Release Notes

Red Hat Ceph Storage 4.3

Release notes for Red Hat Ceph Storage 4.3

Red Hat Ceph Storage Documentation Team

Abstract

The release notes describes the major features, enhancements, known issues, and bug fixes implemented for the Red Hat Ceph Storage 4.3 product release. These release notes include the previous release notes of the previous Red Hat Ceph Storage 4.2 releases up to the current release.
Red Hat is committed to replacing problematic language in our code, documentation, and web properties. We are beginning with these four terms: master, slave, blacklist, and whitelist. Because of the enormity of this endeavor, these changes will be implemented gradually over several upcoming releases. For more details, see our CTO Chris Wright's message.

Chapter 1. Introduction

Red Hat Ceph Storage is a massively scalable, open, software-defined storage platform that combines the most stable version of the Ceph storage system with a Ceph management platform, deployment utilities, and support services.

The Red Hat Ceph Storage documentation is available at https://access.redhat.com/documentation/en/red-hat-ceph-storage/.

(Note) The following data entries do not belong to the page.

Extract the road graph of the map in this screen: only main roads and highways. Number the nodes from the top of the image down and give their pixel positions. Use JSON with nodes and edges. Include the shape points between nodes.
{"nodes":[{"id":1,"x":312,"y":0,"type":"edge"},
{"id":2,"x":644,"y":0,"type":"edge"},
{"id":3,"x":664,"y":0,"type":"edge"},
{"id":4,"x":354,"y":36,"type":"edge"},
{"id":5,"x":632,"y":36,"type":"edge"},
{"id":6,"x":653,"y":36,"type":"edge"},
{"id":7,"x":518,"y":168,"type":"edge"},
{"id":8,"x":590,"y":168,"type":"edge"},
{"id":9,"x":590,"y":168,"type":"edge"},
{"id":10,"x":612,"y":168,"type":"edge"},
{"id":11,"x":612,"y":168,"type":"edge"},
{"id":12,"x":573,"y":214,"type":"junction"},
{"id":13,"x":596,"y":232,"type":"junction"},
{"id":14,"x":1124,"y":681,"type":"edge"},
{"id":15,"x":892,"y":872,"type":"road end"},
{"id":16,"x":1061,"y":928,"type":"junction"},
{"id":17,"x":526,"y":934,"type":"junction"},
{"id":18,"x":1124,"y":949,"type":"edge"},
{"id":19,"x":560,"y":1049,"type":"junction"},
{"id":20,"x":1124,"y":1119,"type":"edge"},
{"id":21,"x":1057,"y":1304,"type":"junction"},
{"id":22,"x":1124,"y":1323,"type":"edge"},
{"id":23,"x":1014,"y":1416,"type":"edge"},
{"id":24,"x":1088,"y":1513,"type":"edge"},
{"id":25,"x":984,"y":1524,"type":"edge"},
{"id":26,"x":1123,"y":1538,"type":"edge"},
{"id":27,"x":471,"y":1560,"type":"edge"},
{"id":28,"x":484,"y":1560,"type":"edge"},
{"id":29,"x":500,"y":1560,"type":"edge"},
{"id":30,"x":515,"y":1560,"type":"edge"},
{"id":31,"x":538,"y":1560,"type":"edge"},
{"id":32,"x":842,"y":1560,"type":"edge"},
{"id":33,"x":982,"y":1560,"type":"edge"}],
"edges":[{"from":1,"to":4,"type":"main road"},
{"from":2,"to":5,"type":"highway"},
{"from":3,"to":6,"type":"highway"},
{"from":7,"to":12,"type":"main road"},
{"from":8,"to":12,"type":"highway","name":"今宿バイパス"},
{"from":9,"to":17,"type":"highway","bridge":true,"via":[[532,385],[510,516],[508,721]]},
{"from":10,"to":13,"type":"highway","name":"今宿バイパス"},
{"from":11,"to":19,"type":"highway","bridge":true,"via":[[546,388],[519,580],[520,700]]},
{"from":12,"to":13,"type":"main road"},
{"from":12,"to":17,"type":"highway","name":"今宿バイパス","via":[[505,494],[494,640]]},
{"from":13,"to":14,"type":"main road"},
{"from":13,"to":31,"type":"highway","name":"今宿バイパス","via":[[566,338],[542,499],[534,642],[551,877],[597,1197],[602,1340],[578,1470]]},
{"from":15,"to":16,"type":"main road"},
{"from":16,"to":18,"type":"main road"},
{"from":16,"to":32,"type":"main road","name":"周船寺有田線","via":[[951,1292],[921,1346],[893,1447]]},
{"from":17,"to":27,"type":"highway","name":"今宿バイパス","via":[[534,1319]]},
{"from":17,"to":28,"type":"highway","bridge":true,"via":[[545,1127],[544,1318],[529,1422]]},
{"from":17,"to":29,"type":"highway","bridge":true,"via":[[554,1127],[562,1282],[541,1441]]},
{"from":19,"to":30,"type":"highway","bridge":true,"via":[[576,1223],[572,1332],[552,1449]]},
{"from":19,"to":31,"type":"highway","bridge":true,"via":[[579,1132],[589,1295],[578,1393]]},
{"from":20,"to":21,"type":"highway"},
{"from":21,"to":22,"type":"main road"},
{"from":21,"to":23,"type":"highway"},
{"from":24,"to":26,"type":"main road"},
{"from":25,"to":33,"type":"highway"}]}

Chapter 2. Acknowledgments

Red Hat Ceph Storage version 4.3 contains many contributions from the Red Hat Ceph Storage team. In addition, the Ceph project is seeing amazing growth in the quality and quantity of contributions from individuals and organizations in the Ceph community. We would like to thank all members of the Red Hat Ceph Storage team, all of the individual contributors in the Ceph community, and additionally, but not limited to, the contributions from organizations such as:

  • Intel®
  • Fujitsu ®
  • UnitedStack
  • Yahoo ™
  • Ubuntu Kylin
  • Mellanox ®
  • CERN ™
  • Deutsche Telekom
  • Mirantis ®
  • SanDisk ™
  • SUSE

Chapter 3. New features

This section lists all major updates, enhancements, and new features introduced in this release of Red Hat Ceph Storage.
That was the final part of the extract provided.